Finding out why people using your systems have trouble can be a full-time job: Is the application, an old PC or improper training?
Companies ranging from BMC to HP offer network performance monitoring software, but Forrester Research says four independent companies offer desktop-based end user experience monitoring solutions that are better for figuring out what’s wrong.
However, generally they are not for small companies. The four recently analyzed by the research firm are Serden Technologies of Boston, Knoa Software of New York, PremiTech of Denmark and Symphoniq Corp. of Palo Alto, Calif.
Jean-Pierre Garbani, who did the study, said that while there are many vendors in this market, these four have one thing in common: Their products put an agent on the user’s PC to sweep up information.
Most competitors sell what he called “appliance-based technologies,” basically putting an application on the network that filters packets. However, what they largely do is monitor response time between the user and an application server, he said.
What distinguishes the agent-type of solution is their ability to record information that can lead to determining if the user is making errors when entering data or there is an application interface problem. In addition, they can gather information about the PC and its resources, which can be valuable when its time to refresh hardware.

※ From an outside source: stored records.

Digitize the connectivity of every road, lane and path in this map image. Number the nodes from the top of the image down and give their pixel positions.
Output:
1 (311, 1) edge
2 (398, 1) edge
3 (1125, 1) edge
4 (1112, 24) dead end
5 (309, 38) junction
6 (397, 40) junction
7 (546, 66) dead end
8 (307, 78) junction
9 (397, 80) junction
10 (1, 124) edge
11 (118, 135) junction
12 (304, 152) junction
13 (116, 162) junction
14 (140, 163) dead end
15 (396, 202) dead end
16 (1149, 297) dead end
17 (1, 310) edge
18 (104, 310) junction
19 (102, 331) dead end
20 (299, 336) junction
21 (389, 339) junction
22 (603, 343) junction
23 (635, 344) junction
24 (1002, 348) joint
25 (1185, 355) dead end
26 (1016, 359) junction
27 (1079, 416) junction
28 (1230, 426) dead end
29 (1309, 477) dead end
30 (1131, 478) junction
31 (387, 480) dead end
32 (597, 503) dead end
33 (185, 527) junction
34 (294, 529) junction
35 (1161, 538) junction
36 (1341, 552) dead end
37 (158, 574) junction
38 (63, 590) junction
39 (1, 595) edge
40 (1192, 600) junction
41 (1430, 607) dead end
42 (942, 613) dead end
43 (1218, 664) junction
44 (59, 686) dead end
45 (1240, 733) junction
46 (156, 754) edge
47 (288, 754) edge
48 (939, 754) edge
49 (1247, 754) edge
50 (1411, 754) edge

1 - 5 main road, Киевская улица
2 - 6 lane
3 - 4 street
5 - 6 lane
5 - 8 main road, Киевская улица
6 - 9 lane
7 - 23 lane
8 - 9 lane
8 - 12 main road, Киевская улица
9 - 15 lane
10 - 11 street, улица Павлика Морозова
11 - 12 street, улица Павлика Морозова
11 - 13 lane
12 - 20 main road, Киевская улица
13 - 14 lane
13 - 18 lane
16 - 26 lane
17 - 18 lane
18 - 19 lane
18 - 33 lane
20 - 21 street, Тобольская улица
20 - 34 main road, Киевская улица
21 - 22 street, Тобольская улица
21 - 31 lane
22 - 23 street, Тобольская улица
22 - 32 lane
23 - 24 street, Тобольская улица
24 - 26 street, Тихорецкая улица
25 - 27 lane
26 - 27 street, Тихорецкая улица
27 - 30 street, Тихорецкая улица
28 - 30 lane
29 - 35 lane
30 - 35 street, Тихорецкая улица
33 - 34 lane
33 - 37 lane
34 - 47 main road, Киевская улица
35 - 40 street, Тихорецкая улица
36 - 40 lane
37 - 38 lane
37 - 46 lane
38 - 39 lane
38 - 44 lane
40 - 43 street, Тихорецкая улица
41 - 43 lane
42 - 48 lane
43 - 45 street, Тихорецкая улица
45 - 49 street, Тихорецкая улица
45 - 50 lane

“Not only does a desktop-based agent better reflect the true end user experience,” Garbani wrote in his report, “it also provides insight into other parameters such as application usability and end user behavior.
He said he also wanted to limit his study to young vendors of roughly the same size. The major difference between the four is the way they report information, he said.
Briefly, he found
• Serden’s InterAct ES provides extensive data-mining capabilities through an OLAP component, which can be exported to other applications;
• Knoa EPM focuses on whether the user is making errors and also has an OLAP-based approach for data manipulation;
• PremiTech’s Performance Guard differs from the others in that the company offers its software for sale or rent, in both Citrix and agent-based versions. Reporting is done through HTML;
• Symphoniq’s TrueView has a transient Java-based agent, which makes it ideal for mangers that want to track the experience of Web-based users who are outside the organization.
Agent-based monitoring is not new, but Garbani said agent administration has been a big obstacle for many network managers. The latest companies in this market have automated the agent distribution, configuration and updates to the point that this is no longer a concern.
Serden’s InterAct ES runs on Windows Server and comes with Microsoft’s SQL Server database. Canadian customers range from Standard Life Assurance to Rolls Royce of Canada.
According to company chief operating officer Rick Martin, the application is aimed a mid-market and large enterprise-sized companies willing to pay US$65 a seat for up to 5,000 users, plus a 15 per cent annual maintenance fee.
However, a year ago the company began offering a subscription licence which, depending on the number of years the organization signs up for, can drop the price to just under $1 a month.
Among its most recent announcements is a tool that tests PCs readiness for Windows Vista, and an agreement with Lenovo to integrate data gathered on that company’s PCs with LANDesk’s management application.
Lars Haugaard, PremiTech founder and vice-president of sales, said in an interview that his company’s Windows-based application is targeted at companies with at least 1,000 seats. While Performance Guard’s Citrix version had been the preferred way the product was sold in North America, he said for the past year the company has also been emphasizing its agent-based version here.
Version 5.1 of the application was released in August, and includes support for both Windows Vista and Windows 64-bit operating systems on its software-as-a-service model.
Lori Wizdo, vice-president of marketing for Knoa Software, said in an interview that the company does not have Canadian customers yet, although it does have several prospects. Experience and Performance Manager (EPM) comes in a version for most enterprise applications, but there are also versions with templates tailored for Oracle Siebel and SAP. A template for J.D. Edwards will be released soon. EPM is priced at between US$40 and $190 a seat depending on the version.
Symphoniq says its TrueView can be used to measure browser-level performance, network latency, server performance and J2EE and .NET diagnostics. Earlier this year it announced a partnership with F5 to develop what it calls the first Web acceleration speedometer. The speedometer will be used to automatically and accurately document the performance improvements delivered by application acceleration appliances, the company said. Customers will be able to use it to understand the performance improvements that F5’s solutions can deliver to their specific environment.